For the latest in 909originals’ #MyRecordBag series, Middleton shares his core influences – the artists (and music) that helped to shape his career. 

As he tells 909originals, “In all fairness, there are so many memorable artists and moments that have led me to where I am today. For all of us artists it’s the same. I could literally go on for weeks about all the significant creators who at one point or another affected my creative trajectory with their input. 

“The list would span generations and I’d be literally writing all Christmas, so instead I selected the first 10 people that jumped into my head (and there’s probably a lot of significance to that choice) but many modern day legends were in my afterthoughts. This is just a snapshot of my journey.”

Aphex Twin

“I remember listening to Analog Bubblebath #1 (released as the Aphex Twin EP by Richard D. James) for the first time driving on the M25 motorway on Kiss FM, back when it was still a pirate radio station. I was heading to a rave no doubt, although I can’t remember which lol. I’ve been a fan ever since. 
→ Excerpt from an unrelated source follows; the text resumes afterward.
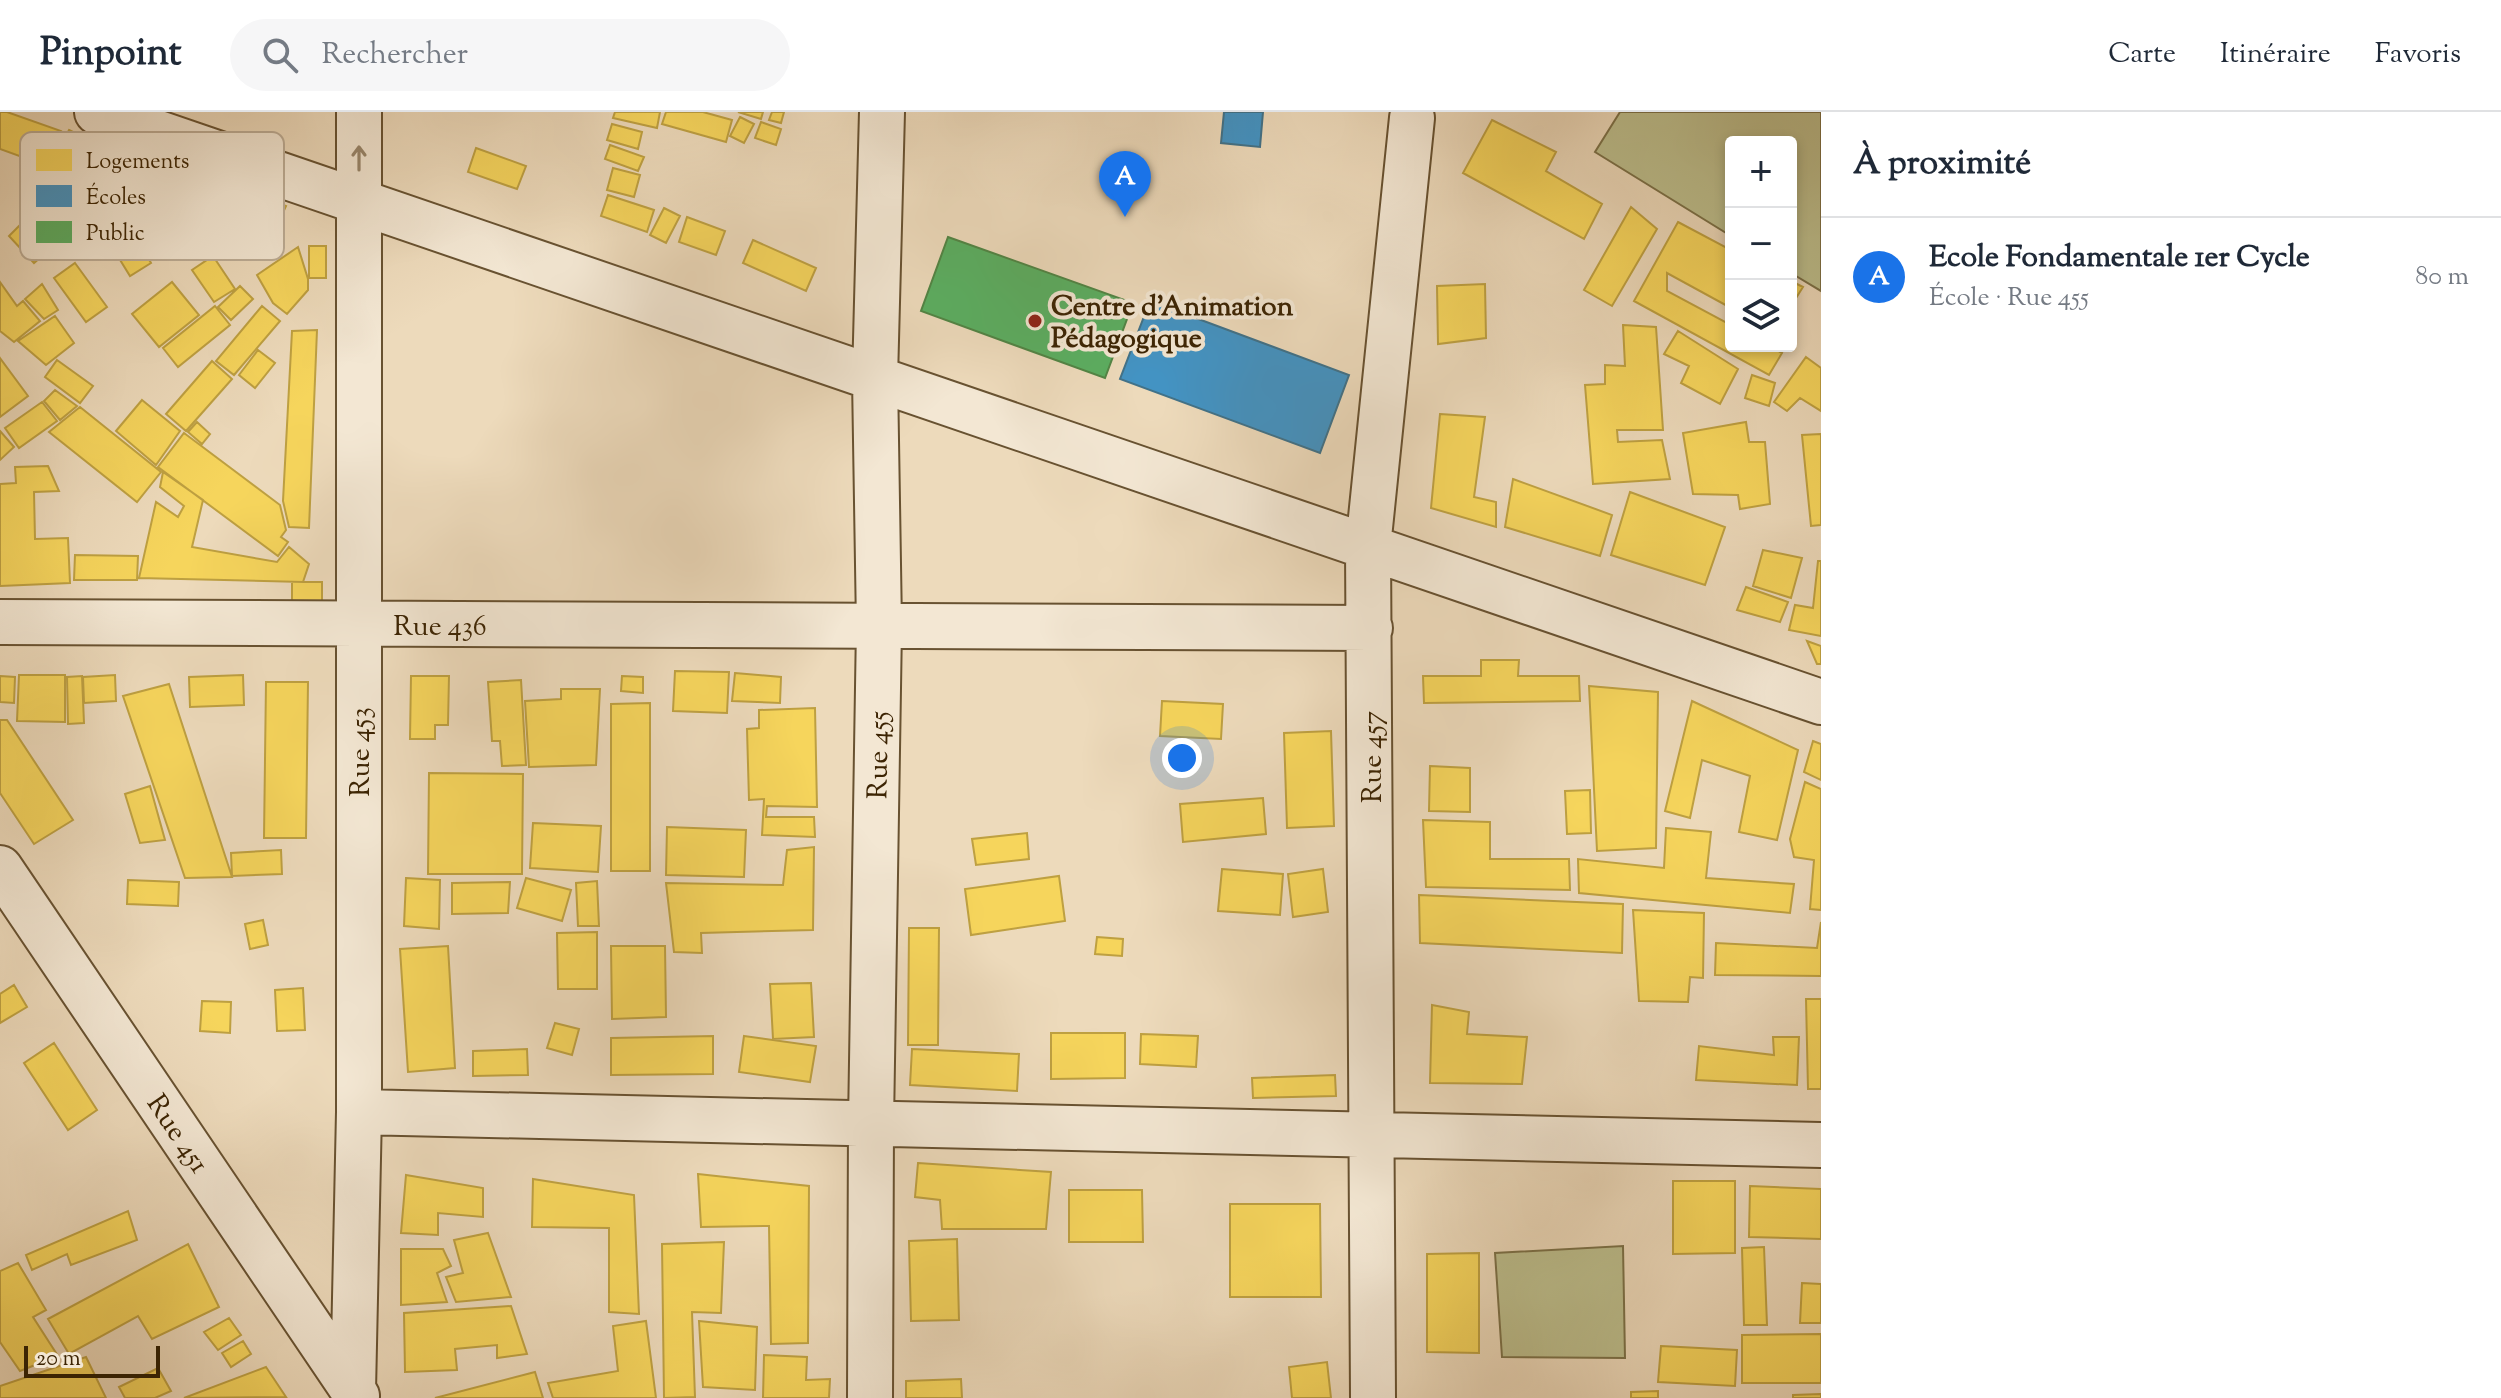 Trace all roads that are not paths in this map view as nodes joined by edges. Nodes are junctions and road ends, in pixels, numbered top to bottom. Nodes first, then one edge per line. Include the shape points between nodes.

“He’s also the co-founder of Rephlex Records, one of those fundamental labels that released artists like Future Sounds Of London, Squarepusher, DMX Krew, 808 State… endless idols! Key records include Selected Ambient Works 85-92 (1992), Come to Daddy (1997), Windowlicker (1999) and the Analord series of EPs (2005).”


“AKA The JAMS, The Timelords and also The Justified Ancients of Mu Mu) — these guys rocked my world! Not because of the music they made (although they did create some essential moments in my music evolution) but because they touted that real deal punk, anarchistic attitude in the early rave culture. 

“Also, they might well be the artists to put a label on the ambient genre but way beyond that accomplishment they were truly anti-mainstream in their approach to everything they touched. Even when they produced a number one pop hit, they documented it and wrote a book called The Manual (How to Have a Number One the Easy Way), a step-by-step guide to achieving a no.1 single with no money or musical skills, and a case study of the duo’s UK novelty pop no. 1 Doctorin’ the Tardis. 

“They famously deleted their back catalogue (when they quit), set fire to almost a million pounds sterling, defaced billboards AND were the number one selling global artist in 1991… there are endless stories really but what’s most important to me is their stance and their albums Chill Out and The White Room… which honestly inspired me in endless ways in my leftfield project The Darker the Night.”

Herbie Hancock

“The one and only….the legend. We all know Herbie Hancock the jazz musician for his solo career and all his endless collaborations and contributions, but it has to be strongly noted that he also pioneered the use of synths and electronics within his genre, and broke ground experimenting in jazz fusion, and funk. 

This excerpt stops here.